Steamboat relaxes building permit renewal rules, fees | SteamboatToday.com

Steamboat relaxes building permit renewal rules, fees

Committee adds $200 extension fee for older permits

— The 640 Routt County residents who received troubling letters from the Building Department in March might want to keep their eyes on the mailbox for better news.

The Building Department Administrative Oversight Com­mittee, comprising county and city officials, agreed Wednesday to allow people who pulled building permits between 2001 and 2007 to extend those permits annually for $200 instead of the previously announced fee.

The fee announced in March would have required those 640 permit holders who were unable to complete their projects by the end of this year to pay an amount equivalent to half of their original building permit fee — potentially thousands of dollars, depending on the value of the project.

City Manager Jon Roberts hit on a solution to the issue, which has upset some people who have been taking more than the three years allowed under the building code to complete a construction project before their permit expires.

"Could you look at the 50 percent (of the original permit fee) as a reissuance fee?" Roberts asked his fellow committee members. "And could you also have an extension fee payable before it expires?"

"That's a good idea," committee co-chairman and City Councilman Scott Myller said.

The result was the $200 extension fee.

Historically, the county has not expired building permits.

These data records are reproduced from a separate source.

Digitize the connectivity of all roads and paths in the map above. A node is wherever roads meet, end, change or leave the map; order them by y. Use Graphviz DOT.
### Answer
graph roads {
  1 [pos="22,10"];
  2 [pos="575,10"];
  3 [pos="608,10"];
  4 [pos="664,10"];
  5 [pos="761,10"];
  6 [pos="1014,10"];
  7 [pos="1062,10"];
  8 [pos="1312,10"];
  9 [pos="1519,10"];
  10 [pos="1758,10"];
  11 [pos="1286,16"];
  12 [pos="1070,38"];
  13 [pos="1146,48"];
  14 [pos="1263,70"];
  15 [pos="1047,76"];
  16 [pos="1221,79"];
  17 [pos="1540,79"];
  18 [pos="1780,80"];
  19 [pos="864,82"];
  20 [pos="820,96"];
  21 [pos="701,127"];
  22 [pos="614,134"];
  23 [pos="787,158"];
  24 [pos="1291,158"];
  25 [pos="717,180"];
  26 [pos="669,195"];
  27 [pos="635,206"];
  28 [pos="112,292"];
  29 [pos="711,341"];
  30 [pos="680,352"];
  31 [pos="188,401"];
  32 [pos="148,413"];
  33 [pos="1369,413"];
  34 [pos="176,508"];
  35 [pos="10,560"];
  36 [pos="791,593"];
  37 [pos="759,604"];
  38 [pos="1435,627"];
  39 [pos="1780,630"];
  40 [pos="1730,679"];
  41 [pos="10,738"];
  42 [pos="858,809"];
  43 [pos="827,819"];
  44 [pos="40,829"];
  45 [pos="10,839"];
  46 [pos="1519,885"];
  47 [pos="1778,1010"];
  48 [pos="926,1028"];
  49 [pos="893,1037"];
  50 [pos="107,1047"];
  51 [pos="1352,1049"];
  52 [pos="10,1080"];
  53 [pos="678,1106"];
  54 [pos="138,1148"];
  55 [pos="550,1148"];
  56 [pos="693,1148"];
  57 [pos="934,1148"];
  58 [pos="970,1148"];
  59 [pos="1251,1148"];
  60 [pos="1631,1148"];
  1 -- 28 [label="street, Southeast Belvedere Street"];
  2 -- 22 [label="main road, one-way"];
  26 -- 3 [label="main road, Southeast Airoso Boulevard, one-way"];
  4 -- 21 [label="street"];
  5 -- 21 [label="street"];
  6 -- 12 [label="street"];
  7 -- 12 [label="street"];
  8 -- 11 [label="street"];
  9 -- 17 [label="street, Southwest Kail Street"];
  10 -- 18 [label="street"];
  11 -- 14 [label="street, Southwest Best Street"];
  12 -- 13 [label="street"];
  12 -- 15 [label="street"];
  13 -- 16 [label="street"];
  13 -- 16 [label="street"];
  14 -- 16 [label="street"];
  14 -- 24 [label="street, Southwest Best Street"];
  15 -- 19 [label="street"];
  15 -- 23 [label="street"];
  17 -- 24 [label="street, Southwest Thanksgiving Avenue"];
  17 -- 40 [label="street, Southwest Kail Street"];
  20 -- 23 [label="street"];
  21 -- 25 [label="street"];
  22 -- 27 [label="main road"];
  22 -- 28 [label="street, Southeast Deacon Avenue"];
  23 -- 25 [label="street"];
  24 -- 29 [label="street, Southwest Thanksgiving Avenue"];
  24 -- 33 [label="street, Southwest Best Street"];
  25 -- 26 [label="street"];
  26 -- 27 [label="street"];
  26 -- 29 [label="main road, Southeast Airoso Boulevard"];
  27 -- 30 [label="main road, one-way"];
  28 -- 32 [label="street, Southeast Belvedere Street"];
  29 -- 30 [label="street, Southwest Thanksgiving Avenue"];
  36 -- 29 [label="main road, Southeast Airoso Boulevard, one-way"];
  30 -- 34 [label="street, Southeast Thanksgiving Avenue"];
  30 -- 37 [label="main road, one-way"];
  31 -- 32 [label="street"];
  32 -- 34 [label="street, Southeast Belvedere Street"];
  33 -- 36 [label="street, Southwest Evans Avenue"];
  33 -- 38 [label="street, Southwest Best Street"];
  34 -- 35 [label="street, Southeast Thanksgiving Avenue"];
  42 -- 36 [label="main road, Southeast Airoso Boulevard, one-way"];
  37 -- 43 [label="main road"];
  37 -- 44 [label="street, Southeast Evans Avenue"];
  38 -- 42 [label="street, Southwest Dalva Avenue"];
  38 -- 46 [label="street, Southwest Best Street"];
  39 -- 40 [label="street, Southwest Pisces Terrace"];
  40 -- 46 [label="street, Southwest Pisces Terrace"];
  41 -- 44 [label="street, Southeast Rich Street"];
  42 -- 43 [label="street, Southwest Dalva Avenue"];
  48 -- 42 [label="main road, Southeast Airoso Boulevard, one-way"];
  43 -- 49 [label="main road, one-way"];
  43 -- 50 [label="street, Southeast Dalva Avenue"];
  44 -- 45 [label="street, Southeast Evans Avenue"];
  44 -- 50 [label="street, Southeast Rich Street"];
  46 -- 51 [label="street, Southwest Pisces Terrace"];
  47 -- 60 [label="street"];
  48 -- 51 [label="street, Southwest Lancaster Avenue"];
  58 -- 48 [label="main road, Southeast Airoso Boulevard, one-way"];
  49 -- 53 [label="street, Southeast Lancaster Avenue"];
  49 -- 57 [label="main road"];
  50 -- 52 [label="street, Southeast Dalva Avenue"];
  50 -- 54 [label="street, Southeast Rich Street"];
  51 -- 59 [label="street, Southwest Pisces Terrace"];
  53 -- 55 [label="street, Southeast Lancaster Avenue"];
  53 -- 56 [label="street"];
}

The current three-year limit is the result of an agreement hammered out in 2008 between the city and county, who share the services of the Building Department.

The new rules about expiring building permits were reviewed by the Routt County Board of Commissioners and were intended to clear up outstanding uncompleted permits. That was meant to help the self-funded Building Department, which has seen revenue declines, get a handle on the number of prepaid inspections it still is obligated to perform. The original 50 percent fee was intended to create a strong incentive and to account for inflation in the cost of providing the service.

Wednesday's change would give 640 holders of permits dated between Jan. 1, 2001, and Dec. 31, 2007, until the end of the year to complete their building projects or obtain an extension by paying the $200 annual fee. The same would apply to people who didn't get the letter but got permits in 2008 and 2009. They could extend the permit again at the end of 2011 or 2012 and every year after, as long as they did so by Dec. 31 of that year. Waiting too long would kick in the 50 percent fee.

Building Department Offi­cial Carl Dunham said he would begin drafting a letter detailing the new rules immediately and send it to the 640 affected permit holders as soon as he can get the wording confirmed.

"That needs to happen yesterday so people know what's going on," Dunham said.

People who are building on permits issued before 2001 still will be subject to the 50 percent fee if they decide to revive their permit or obtain a final inspection.

Those people did not receive letters from the Build­ing Department, but the new rules were publicized in newspaper articles, advertisements and public forums. Those announcements generated just two responses, Dunham said.

The right to appeal

The new rules also establish an appeals process, at the urging of county attorney John Merrill and with the approval of city staff attorney Dan Foote. Merrill suggested in writing that the basis for the appeal process is that historically, the county has not expired building permits.

In order to succeed in an appeal to first Dunham and then the oversight committee, Merrill suggested, the permit holders must demonstrate that they relied on the county's past practices, by showing ongoing construction activity and giving a justifiable reason for not completing the work.

Tom Fox, one of two building contractors in the audience, said he has worked with clients who plan to string out the construction process beyond three years because they don't want to take out a loan and have the annual cash flow to build without one.

"I think we've reached a solution that makes everyone accountable, including ourselves," committee co-­chair­man and County Com­mis­sioner Doug Monger said.